Selain Istaka Karya, Ini 5 BUMN yang Pailit di Era Jokowi

20 Juli 2022 10:33 WIB

Penulis: Nadia Amila

Editor: Yosi Winosa

Ilustrasi Pailit (TrenAsia.com)

JAKARTA - PT Istaka Karya (Persero) resmi dinyatakan pailit oleh Pengadilan Negeri Jakarta Pusat pada 12 Juli 2022. Sebelum Istaka, beberapa perusahaan plat merah lainnya juga tercatat telah resmi dinyatakan pailit.

Istaka Karya tercatat memiliki total utang Rp1,08 triliun per 31 Desember 2021. Sebab, sejak putusan homologasi pada 2013 tersebut, Badan Usaha Milik Negara (BUMN) sektor konstruksi ini tercatat tidak menunjukan perbaikan kinerja. 

Per tahun 2021, Istaka Karya memiliki total utang senilai Rp1,08 triliun dengan ekuitas perusahaan tercatat kurang dari Rp570 miliar. Sementara aset perusahaan tercatat hanya senilai Rp514 miliar.

Sampai saat ini, jumlah BUMN mencapai 107 perusahaan. Dari total jumlah tersebut, diantaranya ada lima perusahaan yang bernasib sama dengan Istaka Karya.

Dipailitkannya beberapa BUMN ini sesuai dengan rencana Menteri BUMN Erick Thohir yang disebut “bersih-bersih BUMN Zombie”. Hingga saat ini Erick Thohir terus melakukan efisiensi di tubuh Kementerian BUMN.

Berikut daftar 5 BUMN yang pailit:

1. PT Merpati Nusantara Airlines (Persero) 

PT Merpati Nusantara Airlines (Persero) resmi dinyatakan pailit dalam Putusan Pengadilan Niaga pada Pengadilan Negeri Surabaya pada 2 Juni 2022. 
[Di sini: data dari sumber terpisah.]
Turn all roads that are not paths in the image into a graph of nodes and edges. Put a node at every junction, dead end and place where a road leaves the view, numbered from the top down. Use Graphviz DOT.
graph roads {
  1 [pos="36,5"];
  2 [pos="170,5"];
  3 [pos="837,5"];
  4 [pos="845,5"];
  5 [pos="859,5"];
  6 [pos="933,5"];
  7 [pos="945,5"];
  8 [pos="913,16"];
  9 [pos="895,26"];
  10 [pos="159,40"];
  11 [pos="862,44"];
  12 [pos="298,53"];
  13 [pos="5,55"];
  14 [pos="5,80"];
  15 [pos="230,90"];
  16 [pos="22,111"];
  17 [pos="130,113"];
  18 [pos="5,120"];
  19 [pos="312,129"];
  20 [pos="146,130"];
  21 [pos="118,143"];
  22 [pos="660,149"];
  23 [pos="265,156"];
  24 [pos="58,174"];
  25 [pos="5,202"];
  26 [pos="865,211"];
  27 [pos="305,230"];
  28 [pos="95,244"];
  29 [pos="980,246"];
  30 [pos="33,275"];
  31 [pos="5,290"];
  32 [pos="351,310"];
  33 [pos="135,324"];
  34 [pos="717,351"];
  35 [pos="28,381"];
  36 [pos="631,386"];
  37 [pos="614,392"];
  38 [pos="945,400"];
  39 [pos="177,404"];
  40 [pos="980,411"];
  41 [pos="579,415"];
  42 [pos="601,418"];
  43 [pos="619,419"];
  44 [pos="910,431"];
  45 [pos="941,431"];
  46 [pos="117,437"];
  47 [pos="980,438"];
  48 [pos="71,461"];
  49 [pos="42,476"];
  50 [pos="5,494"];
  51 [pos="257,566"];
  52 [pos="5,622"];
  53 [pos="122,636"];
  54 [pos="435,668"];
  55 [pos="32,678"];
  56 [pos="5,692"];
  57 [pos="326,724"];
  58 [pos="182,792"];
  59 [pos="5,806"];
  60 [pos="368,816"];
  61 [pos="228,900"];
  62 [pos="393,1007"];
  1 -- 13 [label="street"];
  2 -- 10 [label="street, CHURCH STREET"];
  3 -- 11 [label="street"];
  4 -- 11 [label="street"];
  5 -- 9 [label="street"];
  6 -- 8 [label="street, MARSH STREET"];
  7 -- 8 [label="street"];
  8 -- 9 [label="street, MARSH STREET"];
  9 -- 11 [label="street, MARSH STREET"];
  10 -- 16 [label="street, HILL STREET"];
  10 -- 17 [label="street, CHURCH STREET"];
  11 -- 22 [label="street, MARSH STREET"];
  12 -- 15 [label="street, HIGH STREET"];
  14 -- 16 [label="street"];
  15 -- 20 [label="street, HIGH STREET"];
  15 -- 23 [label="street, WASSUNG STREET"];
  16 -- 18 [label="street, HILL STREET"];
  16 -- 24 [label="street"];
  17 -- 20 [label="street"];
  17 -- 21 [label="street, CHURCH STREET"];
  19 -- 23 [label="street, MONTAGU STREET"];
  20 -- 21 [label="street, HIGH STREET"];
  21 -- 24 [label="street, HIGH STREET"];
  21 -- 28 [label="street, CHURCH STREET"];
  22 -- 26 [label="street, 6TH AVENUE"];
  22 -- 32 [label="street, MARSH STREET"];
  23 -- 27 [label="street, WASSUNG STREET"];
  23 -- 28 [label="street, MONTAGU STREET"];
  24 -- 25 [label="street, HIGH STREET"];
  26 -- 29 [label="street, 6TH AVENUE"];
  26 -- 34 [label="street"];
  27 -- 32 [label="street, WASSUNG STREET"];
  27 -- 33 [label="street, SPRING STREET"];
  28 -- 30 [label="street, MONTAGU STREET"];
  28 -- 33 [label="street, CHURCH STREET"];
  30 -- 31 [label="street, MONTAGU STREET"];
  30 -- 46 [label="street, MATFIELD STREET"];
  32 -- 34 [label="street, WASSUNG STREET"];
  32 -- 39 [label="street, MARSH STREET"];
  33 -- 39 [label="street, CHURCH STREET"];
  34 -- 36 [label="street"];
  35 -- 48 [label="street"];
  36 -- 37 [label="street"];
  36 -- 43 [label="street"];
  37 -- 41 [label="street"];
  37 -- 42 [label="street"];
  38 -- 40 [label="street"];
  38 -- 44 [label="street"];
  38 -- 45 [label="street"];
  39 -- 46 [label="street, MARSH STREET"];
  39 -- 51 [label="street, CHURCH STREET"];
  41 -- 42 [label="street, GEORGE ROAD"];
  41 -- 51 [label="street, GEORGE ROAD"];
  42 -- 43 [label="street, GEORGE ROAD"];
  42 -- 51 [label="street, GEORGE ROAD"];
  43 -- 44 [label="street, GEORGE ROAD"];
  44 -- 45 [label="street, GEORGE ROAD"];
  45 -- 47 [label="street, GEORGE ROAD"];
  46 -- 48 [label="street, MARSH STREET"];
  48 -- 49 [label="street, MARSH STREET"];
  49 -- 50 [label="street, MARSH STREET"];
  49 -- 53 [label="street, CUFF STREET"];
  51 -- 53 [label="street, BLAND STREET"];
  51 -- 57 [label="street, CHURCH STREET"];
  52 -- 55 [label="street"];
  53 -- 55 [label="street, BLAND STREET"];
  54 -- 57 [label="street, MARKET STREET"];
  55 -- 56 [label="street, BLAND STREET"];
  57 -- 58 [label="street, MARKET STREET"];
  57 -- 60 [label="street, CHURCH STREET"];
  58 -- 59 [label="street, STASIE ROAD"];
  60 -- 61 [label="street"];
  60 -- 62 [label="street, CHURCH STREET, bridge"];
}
Putusan pailit tersebut berdasarkan Putusan Pengadilan Niaga Pengadilan Negeri Surabaya, Nomor Perkara 5/Pdt.Sus-Pailit-Pembatalan Perdamaian/2022/PN.Niaga Sby atas permohonan pembatalan perdamaian yang diajukan oleh PT Perusahaan Pengelola Aset (Persero) Atau PPA terhadap Merpati Airlines.
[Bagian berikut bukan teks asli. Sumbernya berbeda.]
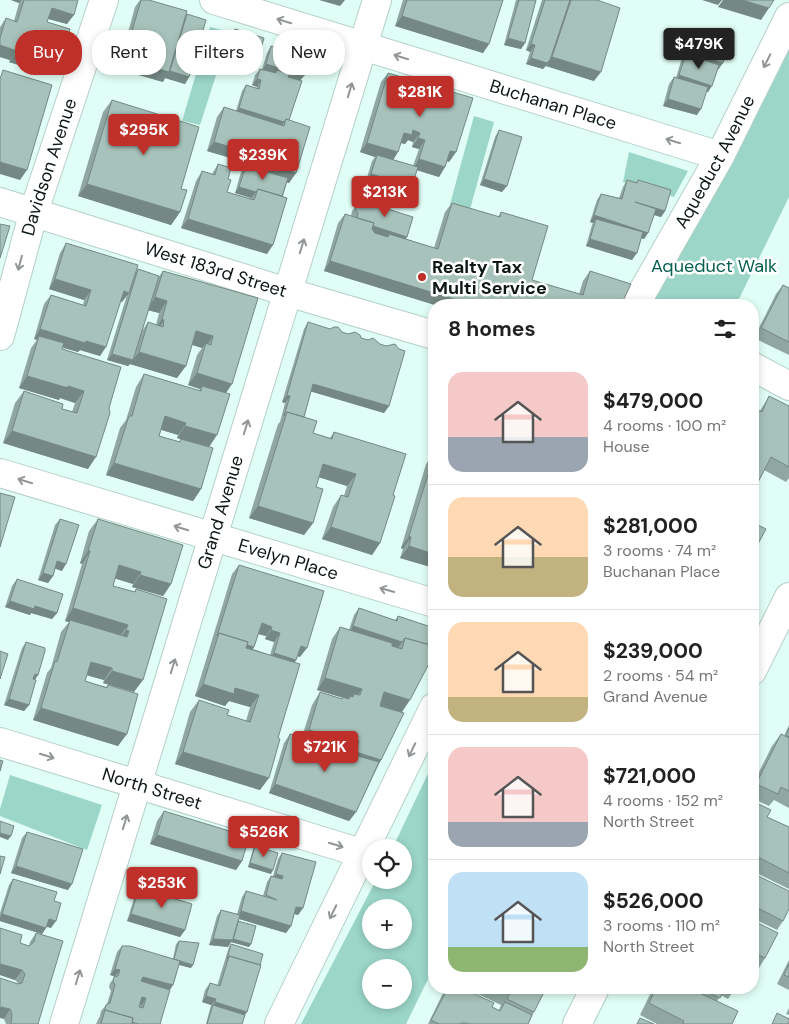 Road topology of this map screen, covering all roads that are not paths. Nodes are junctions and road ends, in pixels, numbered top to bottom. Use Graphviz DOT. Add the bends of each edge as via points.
graph roads {
  1 [pos="104,0"];
  2 [pos="214,0"];
  3 [pos="377,0"];
  4 [pos="789,17"];
  5 [pos="364,45"];
  6 [pos="720,156"];
  7 [pos="0,202"];
  8 [pos="34,211"];
  9 [pos="287,292"];
  10 [pos="638,299"];
  11 [pos="428,333"];
  12 [pos="0,336"];
  13 [pos="759,370"];
  14 [pos="789,386"];
  15 [pos="0,473"];
  16 [pos="212,538"];
  17 [pos="789,597"];
  18 [pos="428,602"];
  19 [pos="759,657"];
  20 [pos="428,719"];
  21 [pos="0,742"];
  22 [pos="137,783"];
  23 [pos="361,853"];
  24 [pos="592,994"];
  25 [pos="64,1024"];
  26 [pos="279,1024"];
  27 [pos="577,1024"];
  1 -- 8 [label="street, Davidson Avenue"];
  5 -- 2 [label="street, Buchanan Place, one-way"];
  3 -- 5 [label="street, Grand Avenue"];
  4 -- 6 [label="street, Aqueduct Avenue, one-way"];
  6 -- 5 [label="street, Buchanan Place, one-way"];
  9 -- 5 [label="street, Grand Avenue, one-way"];
  6 -- 10 [label="street, Aqueduct Avenue"];
  7 -- 8 [label="street, West 183rd Street"];
  8 -- 9 [label="street, West 183rd Street"];
  8 -- 12 [label="street, Davidson Avenue, one-way"];
  9 -- 11 [label="street, West 183rd Street"];
  16 -- 9 [label="street, Grand Avenue, one-way"];
  13 -- 14 [label="street"];
  16 -- 15 [label="street, Evelyn Place, one-way"];
  18 -- 16 [label="street, Evelyn Place, one-way"];
  22 -- 16 [label="street, Grand Avenue, one-way"];
  17 -- 19 [label="street"];
  20 -- 23 [label="street, one-way"];
  21 -- 22 [label="street, North Street, one-way"];
  22 -- 23 [label="street, North Street, one-way"];
  25 -- 22 [label="street, Grand Avenue, one-way"];
  23 -- 26 [label="street, one-way"];
  24 -- 27 [label="street"];
}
2. PT Kertas Leces (Persero)

PT Kertas Leces (Persero) resmi dinyatakan pailit dalam putusan No.43 PK/Pailit/Pdt.Sus-Pailit/2019 No 01/Pdt.Sus sejak 25 September 2018.

Sebelum dinyatakan pailit, PT Kertas Leces menyatakan berhenti memproduksi kertas pada Mei 2010. Saat itu, perusahaan ini meninggalkan jejak berupa kewajiban utang sebesar Rp41 miliar.
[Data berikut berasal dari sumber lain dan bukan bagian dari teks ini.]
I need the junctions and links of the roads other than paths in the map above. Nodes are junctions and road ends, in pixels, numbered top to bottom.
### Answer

3. PT Industri Gelas (persero)

Perusahaan pelat merah di bidang produksi gelas yang sudah berdiri sejak 29 Oktober 1956 ini disebut sudah sekarat sejak 2019 oleh Menteri BUMN Erick Thohir.

PT Industri Gelas hanya menyisakan Rp119,87 miliar aset pada 2017 silam. Sementara itu, kewajiban liabilitas perusahaan tercatat sepuluh kali lebih banyak dari aset, yakni mencapai Rp1,09 triliun.

Maka, nilai ekuitas perusahaan pun susut menjadi minus Rp977,46 miliar. Sementara perusahaan hanya mampu menghasilkan pendapatan sebesar Rp824 dalam waktu setahun.

Tidak hanya itu, Direktur Utama PT Industri Gelas Daniel Sunarya juga tersangkut kasus korupsi dan dijatuhi hukuman empat tahun penjara dan atau denda Rp250 juta.

4. PT kertas Kraft Aceh (Persero)

Perusahaan yang bermarkas di Nangroe Aceh Darussalam ini bergerak di bidang produksi kertas dan kantong semen. 

Dalam perjalanannya, PT Kertas Kraft Aceh malah mengalami penurunan kinerja produksi. Puncaknya, PT Kertas Kraft Aceh memutuskan untuk menghentikan produksi pada 31 Desember 2007 akibat tidak mampu lagi memperoleh bahan baku.

5. PT industri Sandang Nusantara (Persero)

Perusahaan milik negara ini adalah perusahaan tekstil yang berkantor pusat di Bekasi, Jawa Barat yang didirikan pada 1999.

PT Industri Sandang Nusantara (Persero) ini memproduksi benang tenun, karung, dan karung plastik yang diproduksi oleh tujuh baril pemintalan, satu baril terpadu (pemintalan dan pertenunan) serta satu pabrik karung plastik. Namun, perusahaan ini berhenti beroperasi sejak 2018.